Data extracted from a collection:
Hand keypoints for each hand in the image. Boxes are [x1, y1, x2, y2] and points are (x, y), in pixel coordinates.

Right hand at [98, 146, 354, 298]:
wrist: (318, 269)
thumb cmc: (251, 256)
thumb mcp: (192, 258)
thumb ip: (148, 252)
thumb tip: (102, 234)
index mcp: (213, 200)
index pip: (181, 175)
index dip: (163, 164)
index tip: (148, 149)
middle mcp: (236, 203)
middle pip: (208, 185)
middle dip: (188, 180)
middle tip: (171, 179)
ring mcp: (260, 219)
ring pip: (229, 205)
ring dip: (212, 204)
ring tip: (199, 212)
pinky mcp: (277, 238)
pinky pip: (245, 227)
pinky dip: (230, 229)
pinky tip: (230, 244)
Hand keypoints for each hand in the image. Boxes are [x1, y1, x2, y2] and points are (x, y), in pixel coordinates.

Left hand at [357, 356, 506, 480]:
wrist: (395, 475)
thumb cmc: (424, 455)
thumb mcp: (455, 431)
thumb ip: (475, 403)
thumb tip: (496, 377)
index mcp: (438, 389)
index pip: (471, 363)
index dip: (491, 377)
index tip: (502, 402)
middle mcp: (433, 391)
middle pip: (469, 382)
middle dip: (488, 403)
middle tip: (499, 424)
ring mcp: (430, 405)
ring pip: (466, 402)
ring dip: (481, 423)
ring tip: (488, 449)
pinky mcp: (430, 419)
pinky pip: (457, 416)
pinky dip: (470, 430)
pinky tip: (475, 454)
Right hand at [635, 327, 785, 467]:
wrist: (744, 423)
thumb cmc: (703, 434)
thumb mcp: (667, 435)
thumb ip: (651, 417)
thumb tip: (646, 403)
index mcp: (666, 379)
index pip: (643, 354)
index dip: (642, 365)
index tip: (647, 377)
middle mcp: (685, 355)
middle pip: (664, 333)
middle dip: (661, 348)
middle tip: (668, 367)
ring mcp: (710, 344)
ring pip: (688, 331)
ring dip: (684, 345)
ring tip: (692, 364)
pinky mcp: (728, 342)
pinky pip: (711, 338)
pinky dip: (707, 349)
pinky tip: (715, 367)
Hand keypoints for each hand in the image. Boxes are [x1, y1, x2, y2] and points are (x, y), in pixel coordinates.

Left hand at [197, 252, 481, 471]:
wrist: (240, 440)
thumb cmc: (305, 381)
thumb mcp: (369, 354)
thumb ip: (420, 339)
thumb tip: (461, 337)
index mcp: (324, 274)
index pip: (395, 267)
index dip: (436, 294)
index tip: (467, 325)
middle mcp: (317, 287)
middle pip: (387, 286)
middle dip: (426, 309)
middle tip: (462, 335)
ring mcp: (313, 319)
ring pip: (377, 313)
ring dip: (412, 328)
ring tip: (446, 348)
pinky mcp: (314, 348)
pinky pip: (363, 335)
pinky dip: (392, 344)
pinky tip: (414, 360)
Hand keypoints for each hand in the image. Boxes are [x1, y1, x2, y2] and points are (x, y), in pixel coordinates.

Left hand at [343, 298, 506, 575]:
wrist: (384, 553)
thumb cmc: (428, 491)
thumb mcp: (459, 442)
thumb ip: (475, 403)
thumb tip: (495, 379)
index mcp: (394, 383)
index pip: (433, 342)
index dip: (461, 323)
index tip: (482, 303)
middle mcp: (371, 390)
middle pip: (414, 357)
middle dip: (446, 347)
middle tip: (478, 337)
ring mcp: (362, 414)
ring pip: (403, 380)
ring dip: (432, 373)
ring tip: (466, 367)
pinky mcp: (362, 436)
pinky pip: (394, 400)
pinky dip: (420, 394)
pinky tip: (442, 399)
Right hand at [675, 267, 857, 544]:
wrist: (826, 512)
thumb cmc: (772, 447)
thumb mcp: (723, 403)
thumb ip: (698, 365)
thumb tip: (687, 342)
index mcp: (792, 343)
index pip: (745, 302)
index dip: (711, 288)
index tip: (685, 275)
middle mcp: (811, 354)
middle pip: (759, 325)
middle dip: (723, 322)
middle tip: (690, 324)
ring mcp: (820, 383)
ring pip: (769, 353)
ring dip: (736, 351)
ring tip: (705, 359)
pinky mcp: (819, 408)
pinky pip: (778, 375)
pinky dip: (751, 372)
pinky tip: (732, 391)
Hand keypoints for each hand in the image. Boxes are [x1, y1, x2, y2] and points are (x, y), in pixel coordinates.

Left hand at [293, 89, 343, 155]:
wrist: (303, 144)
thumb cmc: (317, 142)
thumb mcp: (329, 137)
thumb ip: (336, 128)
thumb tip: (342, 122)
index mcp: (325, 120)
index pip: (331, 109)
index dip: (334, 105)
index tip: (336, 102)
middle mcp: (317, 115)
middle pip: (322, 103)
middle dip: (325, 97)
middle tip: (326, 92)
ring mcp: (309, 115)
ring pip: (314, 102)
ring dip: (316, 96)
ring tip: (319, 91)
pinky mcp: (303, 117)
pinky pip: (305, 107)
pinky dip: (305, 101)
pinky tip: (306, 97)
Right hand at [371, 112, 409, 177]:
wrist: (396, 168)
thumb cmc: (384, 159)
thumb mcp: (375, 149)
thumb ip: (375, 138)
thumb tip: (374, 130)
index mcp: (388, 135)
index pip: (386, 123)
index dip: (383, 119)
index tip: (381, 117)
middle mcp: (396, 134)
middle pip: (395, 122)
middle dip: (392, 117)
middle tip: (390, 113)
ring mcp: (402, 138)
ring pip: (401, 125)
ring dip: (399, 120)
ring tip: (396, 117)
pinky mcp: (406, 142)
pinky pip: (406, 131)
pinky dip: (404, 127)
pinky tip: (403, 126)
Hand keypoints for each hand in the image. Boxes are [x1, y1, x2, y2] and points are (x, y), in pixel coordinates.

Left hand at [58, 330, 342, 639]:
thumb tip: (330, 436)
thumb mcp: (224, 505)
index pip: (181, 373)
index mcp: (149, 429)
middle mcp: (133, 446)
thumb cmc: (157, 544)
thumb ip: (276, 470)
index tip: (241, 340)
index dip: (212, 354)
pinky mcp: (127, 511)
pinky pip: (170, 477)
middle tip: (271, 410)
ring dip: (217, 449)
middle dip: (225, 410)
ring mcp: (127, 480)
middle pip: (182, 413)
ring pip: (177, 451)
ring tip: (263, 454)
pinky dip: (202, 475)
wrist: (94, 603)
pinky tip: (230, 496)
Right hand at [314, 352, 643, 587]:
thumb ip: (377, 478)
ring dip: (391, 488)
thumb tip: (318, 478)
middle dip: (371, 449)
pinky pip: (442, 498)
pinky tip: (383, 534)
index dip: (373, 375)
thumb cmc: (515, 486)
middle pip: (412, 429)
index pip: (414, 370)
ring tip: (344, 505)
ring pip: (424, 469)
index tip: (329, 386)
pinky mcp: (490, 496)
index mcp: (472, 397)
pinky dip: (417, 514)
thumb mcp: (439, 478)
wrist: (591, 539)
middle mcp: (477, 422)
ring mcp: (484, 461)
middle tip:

■ TASK ITEM
Each record above should be output again exactly.

■ RESULT FOR THIS EXERCISE
Hand keypoints for each hand in the image. Boxes are [x1, y1, x2, y2] and points are (x, y), in pixel coordinates.

Right hand at [98, 146, 354, 298]:
wrist: (318, 269)
thumb cmc: (251, 256)
thumb mcp: (192, 258)
thumb ip: (148, 252)
thumb tip: (102, 234)
index mcp: (213, 200)
index pip: (181, 175)
index dip: (163, 164)
index tip: (148, 149)
middle mcp: (236, 203)
middle pip: (208, 185)
middle dip: (188, 180)
middle tip: (171, 179)
ring mcp: (260, 219)
ring pip: (229, 205)
ring dip: (212, 204)
ring tip: (199, 212)
pinky mcp: (277, 238)
pinky pip: (245, 227)
pinky dip: (230, 229)
pinky tip: (230, 244)
Hand keypoints for each hand in the image. Boxes are [x1, y1, x2, y2] and points are (x, y), in pixel coordinates.

Left hand at [357, 356, 506, 480]:
wrist: (395, 475)
thumb cmc: (424, 455)
thumb mcp: (455, 431)
thumb ip: (475, 403)
thumb tip: (496, 377)
index mcp: (438, 389)
index pip: (471, 363)
index dip: (491, 377)
index tip: (502, 402)
middle mcp: (433, 391)
middle pip: (469, 382)
middle dip: (488, 403)
middle tip: (499, 424)
ring mcp: (430, 405)
ring pip: (466, 402)
ring dip: (481, 423)
ring tip: (488, 449)
pinky mcp: (430, 419)
pinky pip: (457, 416)
pinky dip: (470, 430)
pinky tip: (475, 454)
Right hand at [635, 327, 785, 467]:
wrist: (744, 423)
thumb cmc: (703, 434)
thumb mcp: (667, 435)
thumb ip: (651, 417)
thumb tip: (646, 403)
index mcp: (666, 379)
index pip: (643, 354)
index dip: (642, 365)
index tip: (647, 377)
middle mcp: (685, 355)
middle pip: (664, 333)
middle dip: (661, 348)
middle tip: (668, 367)
ring mcp: (710, 344)
ring pip: (688, 331)
ring dip: (684, 345)
ring tip: (692, 364)
pinky mcp: (728, 342)
pinky pip: (711, 338)
pinky dip: (707, 349)
pinky tip: (715, 367)
Hand keypoints for each hand in the image. Boxes are [x1, y1, x2, y2] and points are (x, y), in pixel coordinates.

Left hand at [197, 252, 481, 471]:
wrist: (240, 440)
thumb cmc: (305, 381)
thumb mcp: (369, 354)
thumb ip: (420, 339)
thumb tip: (461, 337)
index mcp: (324, 274)
index pip: (395, 267)
index dip: (436, 294)
index tip: (467, 325)
middle mcp: (317, 287)
middle pip: (387, 286)
middle dip: (426, 309)
middle tip: (462, 335)
ring mcp: (313, 319)
ring pip: (377, 313)
ring dip: (412, 328)
ring tip: (446, 348)
pinky mcp: (314, 348)
pinky pip: (363, 335)
pinky dip: (392, 344)
pinky tip: (414, 360)
Hand keypoints for each hand in the image. Boxes are [x1, y1, x2, y2] and points are (x, y), in pixel coordinates.

Left hand at [343, 298, 506, 575]:
wrist: (384, 553)
thumb cmc: (428, 491)
thumb mcp: (459, 442)
thumb ip: (475, 403)
thumb tip: (495, 379)
index mcp: (394, 383)
index pip: (433, 342)
index dip: (461, 323)
index tip: (482, 303)
middle mcp: (371, 390)
middle pip: (414, 357)
middle dip: (446, 347)
middle tip: (478, 337)
ring mcp: (362, 414)
ring pip: (403, 380)
ring dip: (432, 373)
ring tip: (466, 367)
pinky mcp: (362, 436)
pinky pip: (394, 400)
pinky dip: (420, 394)
pinky tip: (442, 399)
Right hand at [675, 267, 857, 544]:
wrist: (826, 512)
thumb cmc: (772, 447)
thumb mcp: (723, 403)
thumb ip: (698, 365)
thumb tip: (687, 342)
index mcp: (792, 343)
index pip: (745, 302)
index dip: (711, 288)
index tip: (685, 275)
middle mcp: (811, 354)
middle pip: (759, 325)
middle dip: (723, 322)
middle tip: (690, 324)
ring mcp: (820, 383)
ring pip: (769, 353)
ring dip: (736, 351)
ring tip: (705, 359)
pinky mcp: (819, 408)
pinky pip: (778, 375)
pinky dip: (751, 372)
pinky tip: (732, 391)
Hand keypoints for each hand in the image. Boxes are [x1, y1, x2, y2] and points are (x, y), in pixel coordinates.

Left hand at [293, 89, 343, 155]:
wrist: (303, 144)
thumb cmc: (317, 142)
thumb mcp: (329, 137)
thumb ip: (336, 128)
thumb tip: (342, 122)
index mcp: (325, 120)
index pip: (331, 109)
index dip: (334, 105)
index tip: (336, 102)
middle mcp: (317, 115)
middle pip: (322, 103)
middle dip: (325, 97)
middle tip: (326, 92)
ring mcp: (309, 115)
ring pip: (314, 102)
ring dip: (316, 96)
ring tip: (319, 91)
pinky mcp: (303, 117)
pinky pip: (305, 107)
pinky dip: (305, 101)
pinky tip: (306, 97)
Right hand at [371, 112, 409, 177]:
wrist: (396, 168)
thumb cmc: (384, 159)
thumb mcp: (375, 149)
thumb ip: (375, 138)
thumb tip: (374, 130)
index mcp: (388, 135)
index pip: (386, 123)
index dip: (383, 119)
index tip: (381, 117)
middle mcp: (396, 134)
middle pip: (395, 122)
middle dip: (392, 117)
middle tip: (390, 113)
ring mcp: (402, 138)
ring pip: (401, 125)
ring dip: (399, 120)
ring tip: (396, 117)
pinky mcp: (406, 142)
pinky pip: (406, 131)
pinky dip: (404, 127)
pinky tip: (403, 126)
Hand keypoints for each hand in the image. Boxes are [x1, y1, x2, y2] and points are (x, y), in pixel coordinates.

Left hand at [58, 330, 342, 639]:
thumb tip: (330, 436)
thumb mcp: (224, 505)
index pip: (181, 373)
index mcp: (149, 429)
middle mcp: (133, 446)
thumb cmc: (157, 544)
thumb ip: (276, 470)
index tip: (241, 340)
index dip: (212, 354)
pinky mcp: (127, 511)
pinky pip: (170, 477)
middle tip: (271, 410)
ring dip: (217, 449)
middle dip: (225, 410)
ring mcp: (127, 480)
middle pip: (182, 413)
ring pip: (177, 451)
ring tip: (263, 454)
pinky dip: (202, 475)
wrist: (94, 603)
pinky tip: (230, 496)
Right hand at [314, 352, 643, 587]:
thumb ip: (377, 478)
ring dip: (391, 488)
thumb tip: (318, 478)
middle dip: (371, 449)
pinky pip: (442, 498)
pinky tip: (383, 534)
index dip: (373, 375)
thumb cmc: (515, 486)
middle pip: (412, 429)
index pip: (414, 370)
ring tip: (344, 505)
ring pip: (424, 469)
index tip: (329, 386)
pinky mcp: (490, 496)
index mcp: (472, 397)
pinky dip: (417, 514)
thumb mcp: (439, 478)
wrist: (591, 539)
middle mcp: (477, 422)
ring mcp: (484, 461)
middle tip:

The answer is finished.